LA CUMBRE.


Este artículo ha sido publicado el 16.05.008, en el diario “El Tiempo” de la ciudad de Piura.

La cumbre (desde el llano).

Manolo Echegaray

Acerca de la cumbre todos escriben.

Y eso está bien. Debemos saber qué está pasando (aunque a los periodistas les dan la información sin dejar que vayan a buscarla) y para qué sirve, además de recibir visitas importantes.

En Lima, autoridades y personajes se preocupan por explicar los beneficios.

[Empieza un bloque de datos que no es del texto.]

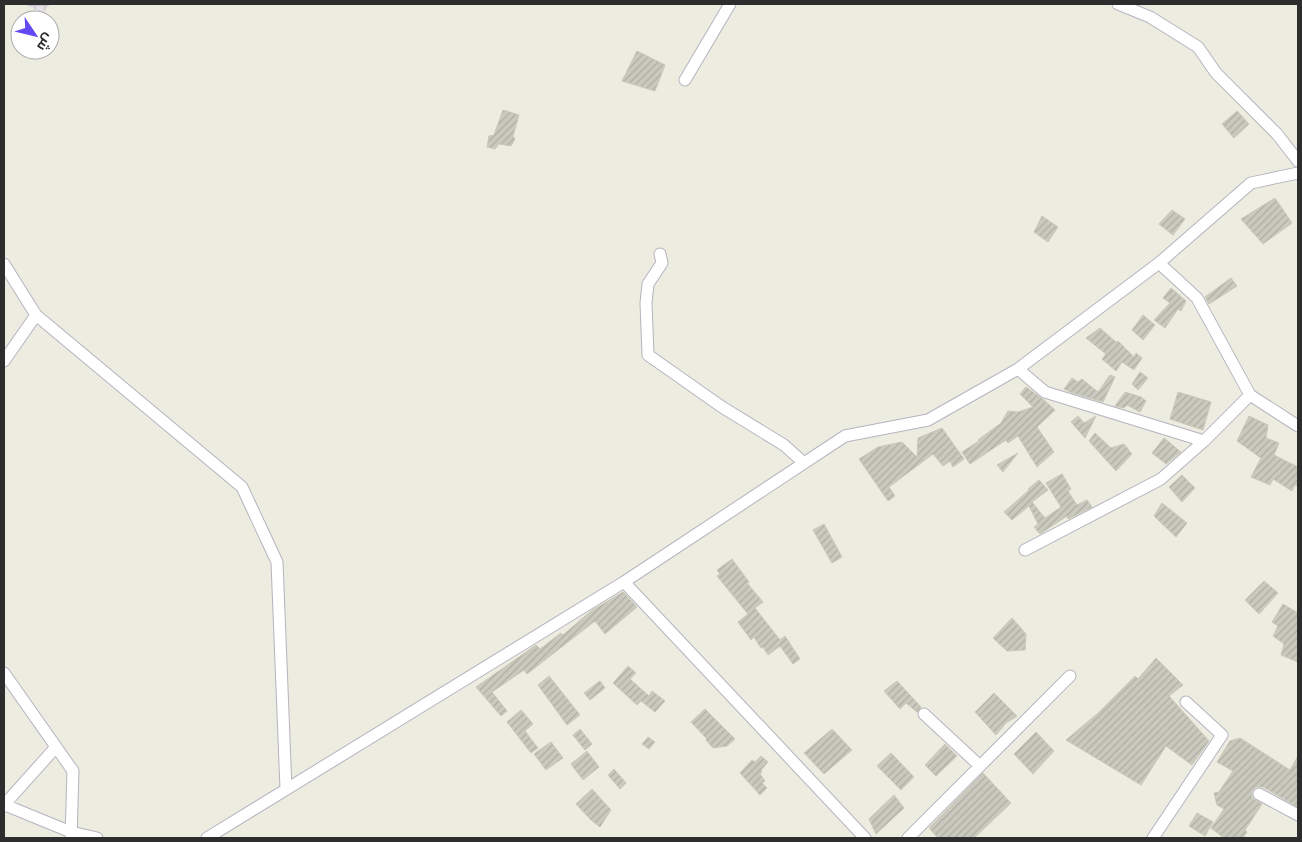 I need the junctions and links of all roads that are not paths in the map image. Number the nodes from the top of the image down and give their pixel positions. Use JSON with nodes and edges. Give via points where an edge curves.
{"nodes":[{"id":1,"x":730,"y":4,"type":"edge"},
{"id":2,"x":1118,"y":4,"type":"edge"},
{"id":3,"x":685,"y":80,"type":"dead end"},
{"id":4,"x":1298,"y":161,"type":"edge"},
{"id":5,"x":1298,"y":173,"type":"edge"},
{"id":6,"x":660,"y":254,"type":"dead end"},
{"id":7,"x":1159,"y":263,"type":"junction"},
{"id":8,"x":4,"y":264,"type":"edge"},
{"id":9,"x":36,"y":314,"type":"junction"},
{"id":10,"x":4,"y":361,"type":"edge"},
{"id":11,"x":1018,"y":369,"type":"junction"},
{"id":12,"x":1250,"y":395,"type":"junction"},
{"id":13,"x":1298,"y":426,"type":"edge"},
{"id":14,"x":1204,"y":441,"type":"junction"},
{"id":15,"x":804,"y":464,"type":"junction"},
{"id":16,"x":1025,"y":550,"type":"dead end"},
{"id":17,"x":624,"y":582,"type":"junction"},
{"id":18,"x":4,"y":673,"type":"edge"},
{"id":19,"x":1070,"y":676,"type":"dead end"},
{"id":20,"x":1186,"y":702,"type":"dead end"},
{"id":21,"x":924,"y":714,"type":"dead end"},
{"id":22,"x":56,"y":747,"type":"junction"},
{"id":23,"x":980,"y":766,"type":"junction"},
{"id":24,"x":286,"y":789,"type":"junction"},
{"id":25,"x":1259,"y":794,"type":"dead end"},
{"id":26,"x":4,"y":805,"type":"edge"},
{"id":27,"x":1298,"y":814,"type":"edge"},
{"id":28,"x":71,"y":835,"type":"edge"},
{"id":29,"x":97,"y":838,"type":"edge"},
{"id":30,"x":207,"y":838,"type":"edge"},
{"id":31,"x":865,"y":838,"type":"edge"},
{"id":32,"x":908,"y":838,"type":"edge"},
{"id":33,"x":1153,"y":838,"type":"edge"}],
"edges":[{"from":1,"to":3,"type":"street"},
{"from":2,"to":4,"type":"street","via":[[1150,17],[1198,48],[1216,73],[1277,134]]},
{"from":5,"to":7,"type":"street","via":[[1251,183]]},
{"from":6,"to":15,"type":"street","via":[[662,263],[648,284],[648,355],[722,407],[784,444]]},
{"from":7,"to":11,"type":"street"},
{"from":7,"to":12,"type":"street","via":[[1197,298]]},
{"from":8,"to":9,"type":"street"},
{"from":9,"to":10,"type":"street"},
{"from":9,"to":24,"type":"street","via":[[242,487],[277,562]]},
{"from":11,"to":14,"type":"street","via":[[1044,392]]},
{"from":11,"to":15,"type":"street","via":[[928,420],[845,436]]},
{"from":12,"to":13,"type":"street"},
{"from":12,"to":14,"type":"street"},
{"from":14,"to":16,"type":"street","via":[[1161,478]]},
{"from":15,"to":17,"type":"street"},
{"from":17,"to":24,"type":"street"},
{"from":17,"to":31,"type":"street"},
{"from":18,"to":22,"type":"street"},
{"from":19,"to":23,"type":"street"},
{"from":20,"to":33,"type":"street","via":[[1222,735]]},
{"from":21,"to":23,"type":"street"},
{"from":22,"to":26,"type":"street"},
{"from":22,"to":28,"type":"street","via":[[73,771]]},
{"from":23,"to":32,"type":"street"},
{"from":24,"to":30,"type":"street"},
{"from":25,"to":27,"type":"street"},
{"from":26,"to":28,"type":"street"},
{"from":28,"to":29,"type":"street"}]}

Pero para el vecino promedio ha significado atascos monumentales de tránsito, imposibilidad de movilizarse normalmente, levantarse más temprano para llegar a tiempo al trabajo y un feriado largo que resultó ser sólo para empleados estatales.

El ciudadano de a pie refunfuña y las voces oficiales u oficiosas explican y piden comprensión.

Me digo si esta cumbre no estaba prevista desde hace tiempo.

Como muchos no entiendo porqué se hacen cosas a última hora como para juntarlas y crear problemas.

¿Era necesario reparar TODAS las pistas a la vez? ¿Esperábamos quizá que TODAS estuvieran listas para esta cumbre? ¿No será que nos tratan como a ciudadanos de última y que importa más “la imagen” que nuestra ya vapuleada tranquilidad? ¿O es que TODO estará listo para la APEC de noviembre y que esta cumbre es sólo un ensayo general?

Sé que de inmediato surgirán los argumentos y rebatirán lo que pienso.

Bueno, cada taxista que me lleva y persona con la que converso, están incómodos.

Es decir que hay que rebatir lo que mucha gente piensa y dice. ¿No hubiera sido mejor prepararnos antes? ¿No será bueno tener la casa SIEMPRE limpia y no barrer justo cuando las visitas están llegando?

Creo que al vecino común y corriente no sólo hay que darle explicaciones y futuros. No sólo posar para la foto y el “manejo de imagen” jugando para los palcos y occidente. Nuestro estadio también tiene Oriente y Popular.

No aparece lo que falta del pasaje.